About this task – In the entries below, some lines contain "Bolonia"; work out how many and answer with the figure only.

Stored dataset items
# # # # #

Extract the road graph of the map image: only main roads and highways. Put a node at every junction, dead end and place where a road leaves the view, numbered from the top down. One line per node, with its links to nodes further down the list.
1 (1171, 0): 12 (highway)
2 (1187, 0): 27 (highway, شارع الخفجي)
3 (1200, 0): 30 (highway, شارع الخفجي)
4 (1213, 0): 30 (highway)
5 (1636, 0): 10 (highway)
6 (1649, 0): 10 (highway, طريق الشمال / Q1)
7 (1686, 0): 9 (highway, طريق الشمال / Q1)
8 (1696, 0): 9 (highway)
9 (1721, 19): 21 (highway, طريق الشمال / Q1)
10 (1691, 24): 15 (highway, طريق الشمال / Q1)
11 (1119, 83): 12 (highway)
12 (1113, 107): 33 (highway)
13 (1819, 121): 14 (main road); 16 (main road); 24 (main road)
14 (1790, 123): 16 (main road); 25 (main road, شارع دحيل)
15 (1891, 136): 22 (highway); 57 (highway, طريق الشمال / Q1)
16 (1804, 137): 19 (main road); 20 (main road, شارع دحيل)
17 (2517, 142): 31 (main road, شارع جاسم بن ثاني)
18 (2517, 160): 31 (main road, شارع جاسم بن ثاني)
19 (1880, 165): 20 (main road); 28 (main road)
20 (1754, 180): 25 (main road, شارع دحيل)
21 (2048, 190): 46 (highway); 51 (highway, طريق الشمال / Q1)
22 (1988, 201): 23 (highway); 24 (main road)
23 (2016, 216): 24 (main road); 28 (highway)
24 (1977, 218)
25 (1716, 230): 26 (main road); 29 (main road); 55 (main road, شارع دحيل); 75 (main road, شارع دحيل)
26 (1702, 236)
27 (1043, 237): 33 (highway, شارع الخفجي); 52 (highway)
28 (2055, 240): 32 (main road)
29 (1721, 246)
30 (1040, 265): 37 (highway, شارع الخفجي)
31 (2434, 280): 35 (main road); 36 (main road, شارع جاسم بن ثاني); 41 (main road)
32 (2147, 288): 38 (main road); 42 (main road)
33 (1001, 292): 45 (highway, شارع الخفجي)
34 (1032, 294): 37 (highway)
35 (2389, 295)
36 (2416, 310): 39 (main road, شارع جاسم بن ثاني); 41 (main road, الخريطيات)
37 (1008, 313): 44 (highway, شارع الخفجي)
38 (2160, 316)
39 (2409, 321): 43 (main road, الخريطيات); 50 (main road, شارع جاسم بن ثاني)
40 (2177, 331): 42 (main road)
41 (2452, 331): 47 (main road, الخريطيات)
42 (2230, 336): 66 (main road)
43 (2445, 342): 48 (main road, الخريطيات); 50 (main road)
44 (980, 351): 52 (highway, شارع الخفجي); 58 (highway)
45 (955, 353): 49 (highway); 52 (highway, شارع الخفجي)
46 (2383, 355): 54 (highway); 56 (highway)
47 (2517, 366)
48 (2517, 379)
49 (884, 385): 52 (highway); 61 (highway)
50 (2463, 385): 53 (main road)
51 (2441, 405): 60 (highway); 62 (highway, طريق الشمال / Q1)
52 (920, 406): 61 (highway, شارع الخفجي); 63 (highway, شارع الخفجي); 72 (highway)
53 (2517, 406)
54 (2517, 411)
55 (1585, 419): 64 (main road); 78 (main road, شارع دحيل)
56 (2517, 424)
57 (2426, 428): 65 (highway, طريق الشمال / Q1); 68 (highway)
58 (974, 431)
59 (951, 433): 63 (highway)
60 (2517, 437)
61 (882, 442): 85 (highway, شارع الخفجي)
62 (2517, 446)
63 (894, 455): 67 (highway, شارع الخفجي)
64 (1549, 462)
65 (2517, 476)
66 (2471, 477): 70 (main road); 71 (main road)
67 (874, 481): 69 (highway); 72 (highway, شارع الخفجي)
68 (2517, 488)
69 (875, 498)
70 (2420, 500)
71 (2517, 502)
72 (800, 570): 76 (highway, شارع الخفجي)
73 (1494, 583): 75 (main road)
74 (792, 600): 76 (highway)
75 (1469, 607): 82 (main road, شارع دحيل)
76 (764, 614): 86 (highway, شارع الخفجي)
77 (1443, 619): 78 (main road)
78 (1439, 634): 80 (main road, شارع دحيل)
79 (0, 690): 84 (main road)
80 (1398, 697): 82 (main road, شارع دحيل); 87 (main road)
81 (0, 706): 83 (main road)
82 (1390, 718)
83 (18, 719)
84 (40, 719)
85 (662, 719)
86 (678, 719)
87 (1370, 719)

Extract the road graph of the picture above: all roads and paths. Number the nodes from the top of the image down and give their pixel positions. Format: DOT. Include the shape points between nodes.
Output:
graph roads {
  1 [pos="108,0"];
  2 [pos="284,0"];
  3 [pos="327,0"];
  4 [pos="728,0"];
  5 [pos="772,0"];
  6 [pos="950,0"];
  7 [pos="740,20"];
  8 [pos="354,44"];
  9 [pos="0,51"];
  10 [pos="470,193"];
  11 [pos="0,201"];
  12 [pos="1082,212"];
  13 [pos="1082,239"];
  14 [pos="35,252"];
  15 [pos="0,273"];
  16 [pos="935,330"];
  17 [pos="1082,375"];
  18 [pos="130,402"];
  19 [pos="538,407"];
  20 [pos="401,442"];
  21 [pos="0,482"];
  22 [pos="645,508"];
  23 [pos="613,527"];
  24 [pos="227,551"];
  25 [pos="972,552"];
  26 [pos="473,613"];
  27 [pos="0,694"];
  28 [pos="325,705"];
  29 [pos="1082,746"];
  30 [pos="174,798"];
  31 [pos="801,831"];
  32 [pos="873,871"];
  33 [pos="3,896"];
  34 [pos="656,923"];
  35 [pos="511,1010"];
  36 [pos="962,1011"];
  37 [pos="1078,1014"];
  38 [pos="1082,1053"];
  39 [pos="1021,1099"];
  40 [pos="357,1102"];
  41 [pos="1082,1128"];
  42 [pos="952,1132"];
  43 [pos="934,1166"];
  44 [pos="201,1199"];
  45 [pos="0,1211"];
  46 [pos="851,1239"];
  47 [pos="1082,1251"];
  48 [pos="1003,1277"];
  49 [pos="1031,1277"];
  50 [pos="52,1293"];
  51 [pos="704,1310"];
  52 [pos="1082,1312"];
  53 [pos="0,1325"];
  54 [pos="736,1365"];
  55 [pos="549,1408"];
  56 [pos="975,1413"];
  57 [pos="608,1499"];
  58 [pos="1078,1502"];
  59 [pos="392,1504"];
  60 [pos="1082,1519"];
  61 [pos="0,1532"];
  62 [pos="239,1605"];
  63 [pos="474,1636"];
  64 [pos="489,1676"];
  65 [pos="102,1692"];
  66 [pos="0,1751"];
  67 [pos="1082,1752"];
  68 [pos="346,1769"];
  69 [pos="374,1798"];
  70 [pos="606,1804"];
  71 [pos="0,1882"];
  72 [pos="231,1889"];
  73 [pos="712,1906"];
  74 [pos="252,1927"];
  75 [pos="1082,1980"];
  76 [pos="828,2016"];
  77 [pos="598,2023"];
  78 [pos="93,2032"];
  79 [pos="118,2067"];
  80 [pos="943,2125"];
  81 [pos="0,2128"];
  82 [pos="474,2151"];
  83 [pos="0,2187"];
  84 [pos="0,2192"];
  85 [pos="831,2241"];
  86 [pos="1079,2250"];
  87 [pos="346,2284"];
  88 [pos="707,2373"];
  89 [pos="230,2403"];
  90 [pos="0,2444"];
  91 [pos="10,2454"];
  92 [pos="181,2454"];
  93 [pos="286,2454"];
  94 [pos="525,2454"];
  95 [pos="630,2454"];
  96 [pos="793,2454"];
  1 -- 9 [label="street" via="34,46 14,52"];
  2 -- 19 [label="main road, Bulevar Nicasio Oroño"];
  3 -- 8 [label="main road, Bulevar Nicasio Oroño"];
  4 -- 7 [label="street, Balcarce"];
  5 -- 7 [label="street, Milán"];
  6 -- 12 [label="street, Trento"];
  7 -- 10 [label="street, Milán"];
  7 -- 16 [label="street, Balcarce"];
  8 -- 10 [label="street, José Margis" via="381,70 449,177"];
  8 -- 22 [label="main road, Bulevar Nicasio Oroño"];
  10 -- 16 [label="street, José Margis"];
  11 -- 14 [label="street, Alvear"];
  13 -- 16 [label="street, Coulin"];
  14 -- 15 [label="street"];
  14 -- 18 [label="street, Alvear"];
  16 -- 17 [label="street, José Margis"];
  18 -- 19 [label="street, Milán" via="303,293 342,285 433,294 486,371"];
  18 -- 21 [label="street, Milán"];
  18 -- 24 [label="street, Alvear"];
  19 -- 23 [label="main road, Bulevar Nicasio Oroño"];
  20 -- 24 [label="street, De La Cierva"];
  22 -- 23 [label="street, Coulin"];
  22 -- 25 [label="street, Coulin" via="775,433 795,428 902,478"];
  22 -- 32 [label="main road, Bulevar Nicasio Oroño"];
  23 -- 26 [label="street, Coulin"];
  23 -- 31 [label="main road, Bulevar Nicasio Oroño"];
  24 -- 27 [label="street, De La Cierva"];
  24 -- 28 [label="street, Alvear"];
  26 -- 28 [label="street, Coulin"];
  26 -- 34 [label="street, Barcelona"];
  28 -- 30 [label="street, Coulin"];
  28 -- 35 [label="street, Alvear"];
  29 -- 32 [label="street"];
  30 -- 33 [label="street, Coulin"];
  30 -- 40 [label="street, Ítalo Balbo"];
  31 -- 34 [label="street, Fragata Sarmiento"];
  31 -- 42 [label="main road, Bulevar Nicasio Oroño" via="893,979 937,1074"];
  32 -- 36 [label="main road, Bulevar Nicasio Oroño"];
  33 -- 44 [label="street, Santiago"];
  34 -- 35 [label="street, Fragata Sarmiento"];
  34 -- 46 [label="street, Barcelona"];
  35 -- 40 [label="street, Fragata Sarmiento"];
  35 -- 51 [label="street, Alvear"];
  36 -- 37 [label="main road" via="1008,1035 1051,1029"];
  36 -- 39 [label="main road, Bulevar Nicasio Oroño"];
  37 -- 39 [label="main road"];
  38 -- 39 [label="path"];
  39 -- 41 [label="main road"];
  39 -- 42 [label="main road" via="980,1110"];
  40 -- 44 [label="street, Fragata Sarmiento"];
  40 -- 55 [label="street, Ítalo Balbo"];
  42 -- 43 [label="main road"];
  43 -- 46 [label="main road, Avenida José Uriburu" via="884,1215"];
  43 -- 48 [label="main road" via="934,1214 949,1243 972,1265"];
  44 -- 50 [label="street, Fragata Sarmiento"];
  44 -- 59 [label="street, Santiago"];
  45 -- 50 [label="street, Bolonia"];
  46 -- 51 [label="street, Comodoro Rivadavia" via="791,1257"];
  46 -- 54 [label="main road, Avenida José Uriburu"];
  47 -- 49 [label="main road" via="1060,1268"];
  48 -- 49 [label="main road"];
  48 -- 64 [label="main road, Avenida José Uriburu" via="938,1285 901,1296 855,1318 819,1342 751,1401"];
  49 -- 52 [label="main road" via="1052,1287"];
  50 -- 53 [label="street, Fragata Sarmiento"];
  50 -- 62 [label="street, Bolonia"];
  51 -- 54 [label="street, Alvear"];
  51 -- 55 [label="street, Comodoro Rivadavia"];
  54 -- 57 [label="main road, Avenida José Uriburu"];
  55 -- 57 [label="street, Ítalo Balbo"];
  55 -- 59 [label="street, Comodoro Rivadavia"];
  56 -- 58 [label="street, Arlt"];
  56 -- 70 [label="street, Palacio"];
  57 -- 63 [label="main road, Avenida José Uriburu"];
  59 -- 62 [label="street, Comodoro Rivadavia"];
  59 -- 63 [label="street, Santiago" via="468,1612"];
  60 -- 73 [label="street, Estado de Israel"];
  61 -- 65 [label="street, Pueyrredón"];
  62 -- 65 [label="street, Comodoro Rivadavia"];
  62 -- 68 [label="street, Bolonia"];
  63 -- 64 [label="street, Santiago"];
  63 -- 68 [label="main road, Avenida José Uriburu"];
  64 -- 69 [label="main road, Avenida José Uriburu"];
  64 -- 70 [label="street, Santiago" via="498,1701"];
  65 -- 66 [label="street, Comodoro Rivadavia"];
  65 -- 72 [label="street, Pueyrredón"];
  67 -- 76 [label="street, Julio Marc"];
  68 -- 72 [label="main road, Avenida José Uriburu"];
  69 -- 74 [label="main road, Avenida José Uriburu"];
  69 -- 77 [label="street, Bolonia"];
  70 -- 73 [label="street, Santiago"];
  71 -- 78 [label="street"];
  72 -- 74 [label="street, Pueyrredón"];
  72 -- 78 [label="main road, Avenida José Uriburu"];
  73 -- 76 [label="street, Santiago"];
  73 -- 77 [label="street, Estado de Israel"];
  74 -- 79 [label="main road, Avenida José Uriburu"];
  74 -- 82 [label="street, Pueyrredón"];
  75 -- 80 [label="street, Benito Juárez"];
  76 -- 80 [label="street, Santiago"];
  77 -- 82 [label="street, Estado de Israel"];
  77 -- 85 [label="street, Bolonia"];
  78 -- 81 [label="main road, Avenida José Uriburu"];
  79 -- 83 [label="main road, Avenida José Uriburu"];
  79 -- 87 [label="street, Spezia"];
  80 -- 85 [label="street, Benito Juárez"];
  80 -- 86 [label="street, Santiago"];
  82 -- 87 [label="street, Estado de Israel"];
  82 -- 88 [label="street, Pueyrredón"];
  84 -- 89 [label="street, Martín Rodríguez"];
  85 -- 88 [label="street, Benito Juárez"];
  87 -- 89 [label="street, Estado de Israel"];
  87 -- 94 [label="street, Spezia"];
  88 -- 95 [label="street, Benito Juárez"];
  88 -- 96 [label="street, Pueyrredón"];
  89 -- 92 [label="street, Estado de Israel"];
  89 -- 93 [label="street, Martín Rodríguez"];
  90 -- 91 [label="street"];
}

# # # # #

Result of this exercise – 5